■ **Your instructions**
Report each line of the entries that includes "bottom" by copying it.

=== Begin Enclosure ===

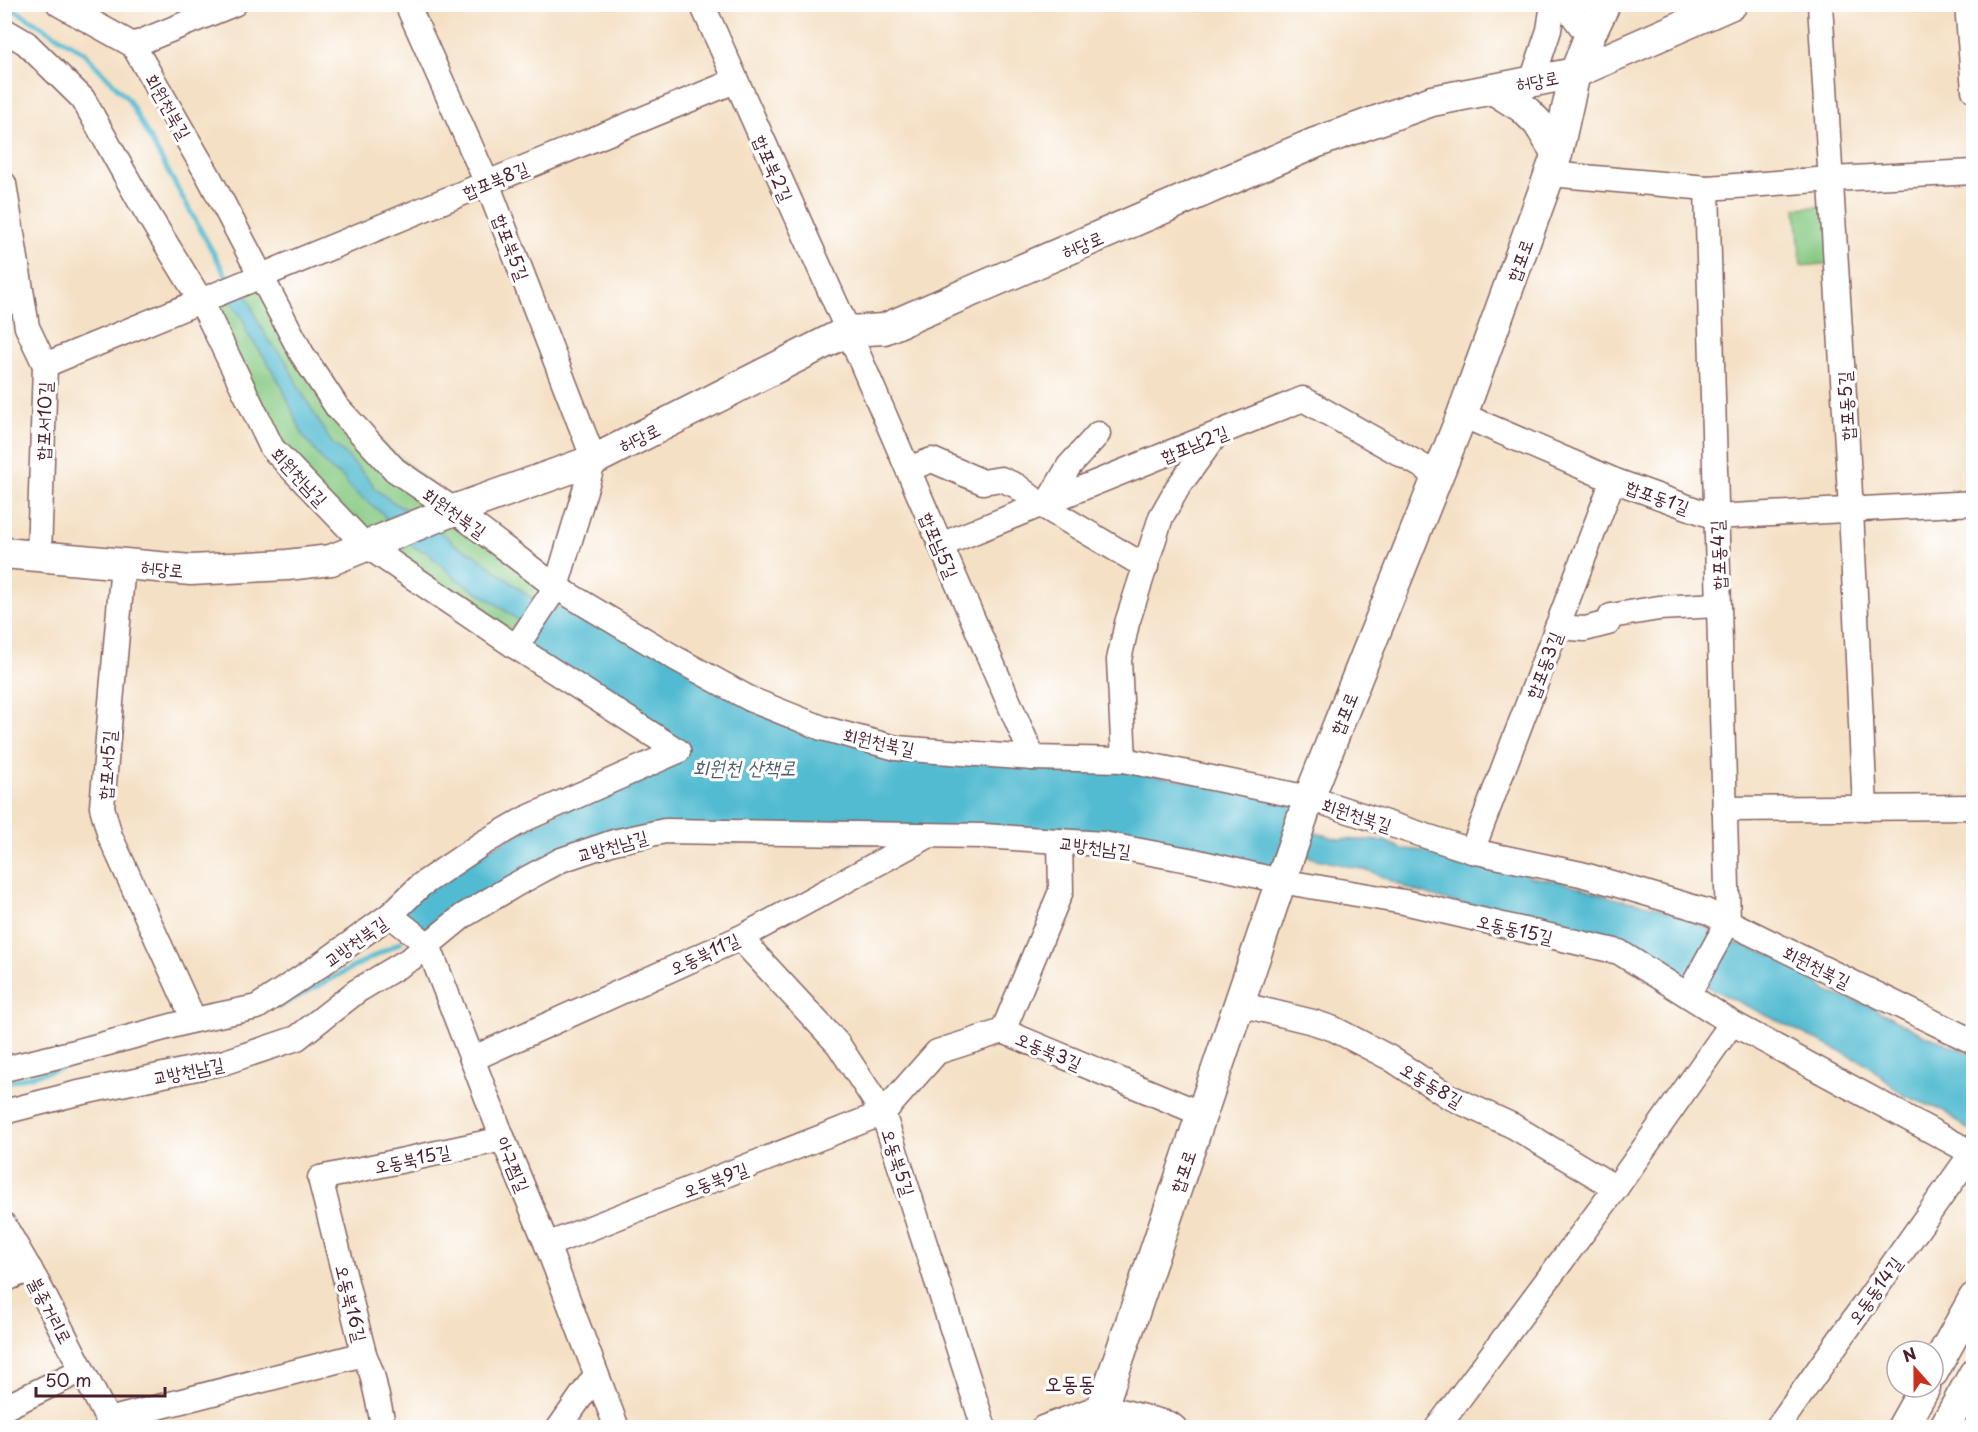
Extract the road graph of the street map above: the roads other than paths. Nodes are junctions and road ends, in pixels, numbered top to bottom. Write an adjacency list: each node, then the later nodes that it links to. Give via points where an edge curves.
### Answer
1 (58, 4): 13 (street)
2 (234, 4): 13 (street)
3 (407, 4): 22 (street, 합포북5길)
4 (702, 4): 15 (street, 합포북2길)
5 (1553, 4): 16 (street)
6 (1568, 4): 12 (street)
7 (1605, 4): 12 (main road, 합포로)
8 (1820, 4): 21 (street, 합포동5길)
9 (1967, 4): 18 (street)
10 (1712, 7): 14 (main road, 허당로)
11 (4, 30): 26 (street, 회원천남길, via 26,43 83,99 138,198)
12 (1589, 37): 14 (main road, 합포로)
13 (133, 45): 25 (street, 회원천북길, via 209,177)
14 (1575, 73): 16 (main road, 허당로); 19 (main road, 합포로)
15 (735, 81): 22 (street, 합포북8길); 27 (street, 합포북2길)
16 (1532, 81): 17 (main road, 허당로)
17 (1493, 89): 19 (main road, via 1538,123); 27 (main road, 허당로, via 1432,101 1315,143 884,329)
18 (1974, 90)
19 (1553, 164): 24 (street); 29 (main road, 합포로)
20 (1974, 172): 21 (street)
21 (1831, 178): 24 (street); 38 (street, 합포동5길)
22 (487, 183): 25 (street, 합포북8길); 32 (street, 합포북5길)
23 (4, 184): 28 (street, 합포서10길, via 27,327)
24 (1707, 188): 40 (street, 합포동4길)
25 (258, 277): 26 (street, 합포북8길); 39 (street, 회원천북길, via 337,407 394,470)
26 (204, 299): 28 (street); 41 (street, 회원천남길, via 272,448)
27 (848, 331): 32 (main road, 허당로); 33 (street, 합포남5길)
28 (45, 365): 44 (street, 합포서10길)
29 (1462, 415): 34 (main road, 합포로); 35 (street, 합포동1길)
30 (1098, 434): 36 (street, via 1069,466)
31 (1217, 434): 34 (street, 합포남2길, via 1303,399); 36 (street, 합포남2길); 46 (street, via 1161,517)
32 (594, 460): 39 (main road, 허당로); 47 (street)
33 (908, 469): 36 (street, via 932,460 983,482 1001,479); 42 (street, 합포남5길)
34 (1438, 475): 54 (main road, 합포로)
35 (1613, 480): 40 (street, 합포동1길); 49 (street, 합포동3길)
36 (1045, 503): 42 (street, 합포남2길); 46 (street)
37 (1974, 503): 38 (street, 합포동1길)
38 (1851, 510): 40 (street, 합포동1길); 56 (street, 합포동5길)
39 (449, 512): 41 (main road, 허당로); 47 (street, 회원천북길)
40 (1715, 517): 48 (street, 합포동4길)
41 (376, 540): 45 (main road, 허당로, via 331,560 287,565 191,570); 50 (street, 회원천남길)
42 (941, 545): 52 (street, 합포남5길)
43 (4, 553): 44 (main road, 허당로)
44 (39, 556): 45 (main road, 허당로)
45 (123, 564): 68 (street, 합포서5길, via 102,807 110,836)
46 (1146, 567): 53 (street, via 1119,660)
47 (556, 587): 50 (street); 52 (street, 회원천북길, via 752,700 822,728 896,748)
48 (1718, 605): 49 (street, via 1659,608 1611,616 1608,623 1585,628); 57 (street, 합포동4길)
49 (1557, 627): 60 (street, 합포동3길)
50 (516, 647): 51 (street, 회원천남길)
51 (678, 751): 62 (street, 교방천북길, via 525,819 421,885)
52 (1033, 758): 53 (street, 회원천북길)
53 (1124, 760): 54 (street, 회원천북길)
54 (1309, 798): 60 (street, 회원천북길); 61 (main road, 합포로)
55 (1974, 807): 56 (street)
56 (1865, 808): 57 (street)
57 (1724, 809): 63 (street, 합포동4길)
58 (930, 835): 59 (street, 교방천남길); 64 (street, 오동북11길); 65 (street, 교방천남길, via 654,833 561,860 463,916)
59 (1060, 841): 61 (street, 교방천남길, via 1115,846); 70 (street, via 1061,891)
60 (1472, 851): 63 (street, 회원천북길, via 1581,874 1706,911)
61 (1280, 881): 66 (street, 오동동15길, via 1404,902 1619,952); 67 (main road, 합포로)
62 (390, 915): 65 (street); 68 (street, 교방천북길, via 257,1007)
63 (1728, 922): 66 (street); 71 (street, 회원천북길)
64 (740, 938): 72 (street, 오동북11길); 75 (street, 오동북5길, via 838,1044)
65 (428, 945): 72 (street, 아구찜길); 74 (street, 교방천남길, via 357,991 297,1038 225,1062)
66 (1688, 995): 69 (street, 오동동15길)
67 (1239, 1004): 76 (main road, 합포로); 80 (street, 오동동8길, via 1334,1029 1390,1058 1448,1096 1513,1126)
68 (194, 1020): 73 (street, 교방천북길)
69 (1732, 1023): 78 (street, 오동동15길); 80 (street)
70 (1003, 1031): 75 (street, 오동북3길, via 938,1052); 76 (street, 오동북3길)
71 (1974, 1042)
72 (472, 1059): 77 (street, 아구찜길)
73 (4, 1068)
74 (4, 1112)
75 (883, 1113): 82 (street, 오동북9길); 99 (street, 오동북5길)
76 (1202, 1114): 94 (main road, 합포로)
77 (503, 1139): 79 (street, 오동북15길); 82 (street, 아구찜길)
78 (1973, 1152): 102 (street, 오동동14길)
79 (321, 1178): 87 (street, 오동북16길)
80 (1616, 1188): 93 (street)
81 (4, 1225): 83 (street, 불종거리로)
82 (547, 1245): 90 (street, 아구찜길)
83 (30, 1269): 84 (street); 88 (street, 불종거리로)
84 (4, 1280)
85 (1974, 1298): 86 (main road)
86 (1945, 1350)
87 (364, 1354): 95 (street); 96 (street, 오동북16길)
88 (82, 1370): 92 (street); 95 (street, 불종거리로)
89 (1974, 1374): 104 (main road)
90 (596, 1376): 97 (street); 98 (street, 아구찜길)
91 (1918, 1399): 103 (main road)
92 (4, 1408)
93 (1444, 1419)
94 (1103, 1420): 100 (street); 101 (street, via 1170,1424)
95 (110, 1424)
96 (384, 1428)
97 (559, 1428)
98 (617, 1428)
99 (984, 1428)
100 (1043, 1428)
101 (1175, 1428)
102 (1777, 1428)
103 (1902, 1428)
104 (1944, 1428)

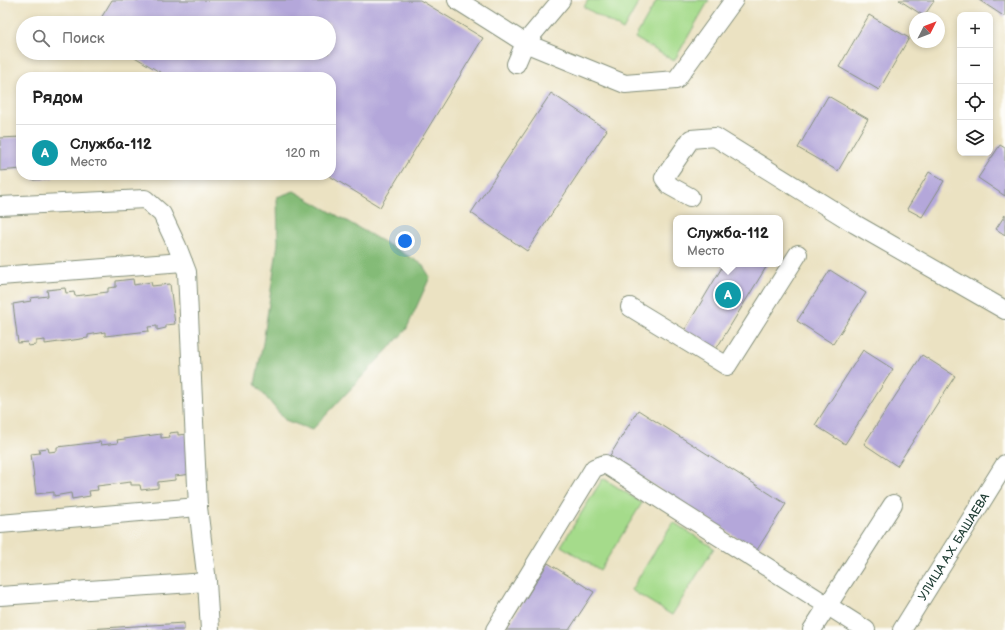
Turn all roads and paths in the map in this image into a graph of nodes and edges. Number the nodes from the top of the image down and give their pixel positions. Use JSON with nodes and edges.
{"nodes":[{"id":1,"x":457,"y":0,"type":"edge"},
{"id":2,"x":561,"y":0,"type":"edge"},
{"id":3,"x":734,"y":0,"type":"edge"},
{"id":4,"x":525,"y":43,"type":"junction"},
{"id":5,"x":516,"y":64,"type":"dead end"},
{"id":6,"x":690,"y":197,"type":"dead end"},
{"id":7,"x":0,"y":206,"type":"edge"},
{"id":8,"x":798,"y":254,"type":"dead end"},
{"id":9,"x":183,"y":262,"type":"junction"},
{"id":10,"x":0,"y":276,"type":"edge"},
{"id":11,"x":630,"y":307,"type":"dead end"},
{"id":12,"x":1005,"y":310,"type":"edge"},
{"id":13,"x":1005,"y":464,"type":"edge"},
{"id":14,"x":893,"y":504,"type":"dead end"},
{"id":15,"x":198,"y":507,"type":"junction"},
{"id":16,"x":0,"y":524,"type":"edge"},
{"id":17,"x":208,"y":582,"type":"junction"},
{"id":18,"x":0,"y":596,"type":"edge"},
{"id":19,"x":828,"y":606,"type":"junction"},
{"id":20,"x":210,"y":630,"type":"edge"},
{"id":21,"x":495,"y":630,"type":"edge"},
{"id":22,"x":812,"y":630,"type":"edge"},
{"id":23,"x":866,"y":630,"type":"edge"},
{"id":24,"x":902,"y":630,"type":"edge"}],
"edges":[{"from":1,"to":4,"type":"street"},
{"from":2,"to":4,"type":"street"},
{"from":3,"to":4,"type":"street"},
{"from":4,"to":5,"type":"street"},
{"from":6,"to":12,"type":"street"},
{"from":7,"to":9,"type":"street"},
{"from":8,"to":11,"type":"street"},
{"from":9,"to":10,"type":"street"},
{"from":9,"to":15,"type":"street"},
{"from":13,"to":24,"type":"street","name":"УЛИЦА А.Х. БАШАЕВА"},
{"from":14,"to":19,"type":"street"},
{"from":15,"to":16,"type":"street"},
{"from":15,"to":17,"type":"street"},
{"from":17,"to":18,"type":"street"},
{"from":17,"to":20,"type":"street"},
{"from":19,"to":21,"type":"street"},
{"from":19,"to":22,"type":"street"},
{"from":19,"to":23,"type":"street"}]}
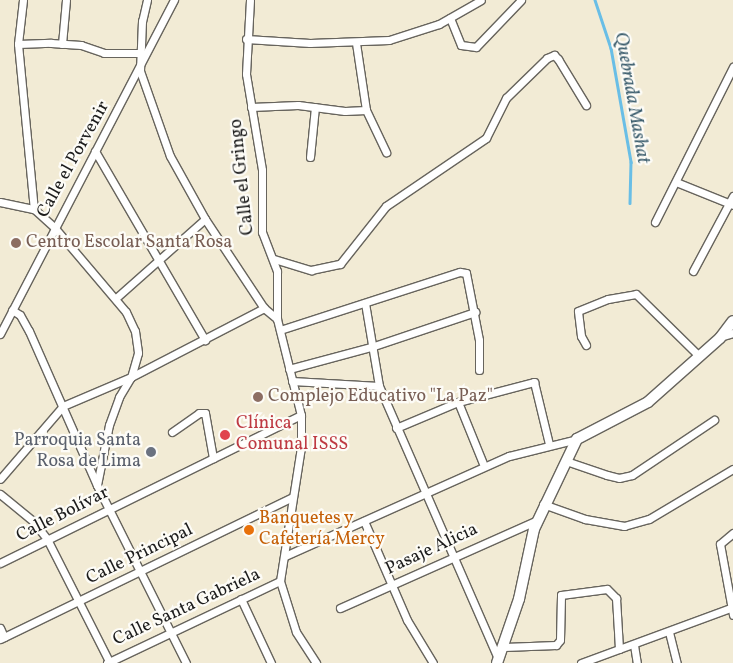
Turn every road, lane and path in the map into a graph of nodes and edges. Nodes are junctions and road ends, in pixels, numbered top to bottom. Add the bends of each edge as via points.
1 (23, 0) edge
2 (66, 0) edge
3 (147, 0) edge
4 (174, 0) edge
5 (250, 0) edge
6 (521, 0) edge
7 (478, 1) edge
8 (450, 18) junction
9 (246, 39) junction
10 (356, 43) junction
11 (18, 44) junction
12 (62, 44) junction
13 (140, 53) junction
14 (733, 67) edge
15 (140, 71) junction
16 (586, 105) dead end
17 (251, 107) junction
18 (315, 107) junction
19 (366, 110) junction
20 (95, 151) junction
21 (386, 152) dead end
22 (310, 158) dead end
23 (676, 182) junction
24 (732, 201) edge
25 (0, 202) edge
26 (34, 210) junction
27 (205, 220) junction
28 (655, 222) dead end
29 (54, 227) junction
30 (274, 259) junction
31 (156, 260) junction
32 (693, 271) dead end
33 (116, 298) junction
34 (365, 303) junction
35 (264, 308) junction
36 (12, 310) junction
37 (475, 312) junction
38 (277, 319) junction
39 (733, 321) edge
40 (280, 330) junction
41 (733, 333) edge
42 (0, 334) edge
43 (720, 338) junction
44 (205, 340) junction
45 (586, 344) dead end
46 (374, 346) junction
47 (698, 355) junction
48 (289, 369) junction
49 (479, 370) dead end
50 (131, 377) junction
51 (292, 381) junction
52 (379, 386) junction
53 (458, 402) junction
54 (63, 406) junction
55 (301, 416) junction
56 (714, 420) dead end
57 (396, 428) junction
58 (172, 432) dead end
59 (577, 439) junction
60 (549, 444) junction
61 (213, 458) junction
62 (566, 461) junction
63 (484, 466) junction
64 (733, 469) edge
65 (0, 478) edge
66 (97, 485) junction
67 (425, 492) junction
68 (0, 494) edge
69 (292, 498) junction
70 (543, 504) junction
71 (109, 508) junction
72 (538, 520) junction
73 (364, 521) junction
74 (733, 533) edge
75 (47, 539) junction
76 (285, 556) junction
77 (452, 556) junction
78 (0, 563) edge
79 (142, 570) junction
80 (730, 577) edge
81 (280, 581) junction
82 (391, 586) junction
83 (241, 600) junction
84 (78, 601) junction
85 (340, 608) dead end
86 (732, 610) edge
87 (0, 628) edge
88 (669, 632) junction
89 (170, 633) junction
90 (2, 638) edge
91 (634, 645) junction
92 (504, 647) junction
93 (619, 649) junction
94 (498, 661) edge
95 (108, 662) edge
96 (186, 663) edge
97 (271, 663) edge
98 (316, 663) edge
99 (433, 663) edge
100 (581, 663) edge
101 (637, 663) edge
102 (676, 663) edge

1 - 11 street
2 - 12 street
3 - 13 street
4 - 15 street, Calle el Porvenir
5 - 9 street, Calle el Gringo
6 - 8 street via 476,47 461,46
7 - 8 street
8 - 10 street via 388,40
9 - 10 street
9 - 17 street, Calle el Gringo via 246,74
10 - 19 street
11 - 12 street
11 - 26 street
12 - 13 street via 81,45 104,53
13 - 15 street
14 - 23 street
15 - 20 street, Calle el Porvenir
15 - 27 street via 170,156
16 - 30 street via 558,59 554,55 547,58 506,98 486,138 386,206 340,264 311,270
17 - 18 street via 282,104
17 - 30 street, Calle el Gringo via 262,170 262,232
18 - 19 street via 345,112
18 - 22 street
19 - 21 street
20 - 29 street, Calle el Porvenir
20 - 31 street
23 - 24 street
23 - 28 street
24 - 32 street
25 - 26 street
26 - 29 street
27 - 31 street
27 - 35 street
29 - 33 street
29 - 36 street, Calle el Porvenir
30 - 38 street, Calle el Gringo via 279,306
31 - 33 street
31 - 44 street
33 - 50 street via 135,331 138,362
34 - 37 street via 460,272 469,278
34 - 40 street
34 - 46 street
35 - 38 street
35 - 44 street
36 - 42 street, Calle el Porvenir
36 - 54 street via 20,315
37 - 46 street
37 - 49 street
38 - 40 street, Calle el Gringo
39 - 43 street
40 - 48 street, Calle el Gringo
41 - 43 street
43 - 47 street
44 - 50 street
45 - 47 street via 581,336 578,311 608,299 636,294
46 - 48 street
46 - 52 street
47 - 59 street via 648,402
48 - 51 street, Calle el Gringo
50 - 54 street
50 - 66 street via 113,411
51 - 52 street
51 - 55 street, Calle el Gringo
52 - 57 street
53 - 57 street
53 - 60 street via 534,382
53 - 63 street
54 - 65 street
54 - 66 street
55 - 61 street, Calle Bolívar
55 - 69 street, Calle el Gringo via 301,448
56 - 62 street via 632,475 619,478
57 - 67 street
58 - 61 street via 199,413 204,413
59 - 60 street
59 - 62 street
60 - 63 street
61 - 71 street, Calle Bolívar
62 - 70 street
63 - 67 street
64 - 70 street via 649,518 624,526 585,519
66 - 71 street
67 - 73 street
67 - 77 street
68 - 75 street via 33,521
69 - 76 street, Calle el Gringo
69 - 79 street, Calle Principal
70 - 72 street
71 - 75 street, Calle Bolívar
71 - 79 street
72 - 77 street, Pasaje Alicia
72 - 92 street
73 - 76 street
73 - 82 street
74 - 80 street via 720,544
75 - 78 street, Calle Bolívar
75 - 84 street
76 - 81 street, Calle el Gringo
77 - 82 street, Pasaje Alicia
77 - 94 street
79 - 84 street, Calle Principal
79 - 89 street
80 - 86 street
81 - 83 street, Calle Santa Gabriela
81 - 98 street via 296,632
82 - 85 street, Pasaje Alicia
82 - 99 street
83 - 89 street, Calle Santa Gabriela
83 - 97 street
84 - 90 street, Calle Principal
84 - 95 street
86 - 88 street
87 - 90 street
88 - 91 street
88 - 102 street
89 - 95 street, Calle Santa Gabriela
89 - 96 street
91 - 93 street
91 - 101 street
92 - 93 street via 556,645 560,640 561,596 607,589 616,598
92 - 94 street
93 - 100 street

=== End Enclosure ===

■ **Task result**
Extract the road graph of the street map above: the roads other than paths. Nodes are junctions and road ends, in pixels, numbered top to bottom. Write an adjacency list: each node, then the later nodes that it links to. Give via points where an edge curves.
Turn every road, lane and path in the map into a graph of nodes and edges. Nodes are junctions and road ends, in pixels, numbered top to bottom. Add the bends of each edge as via points.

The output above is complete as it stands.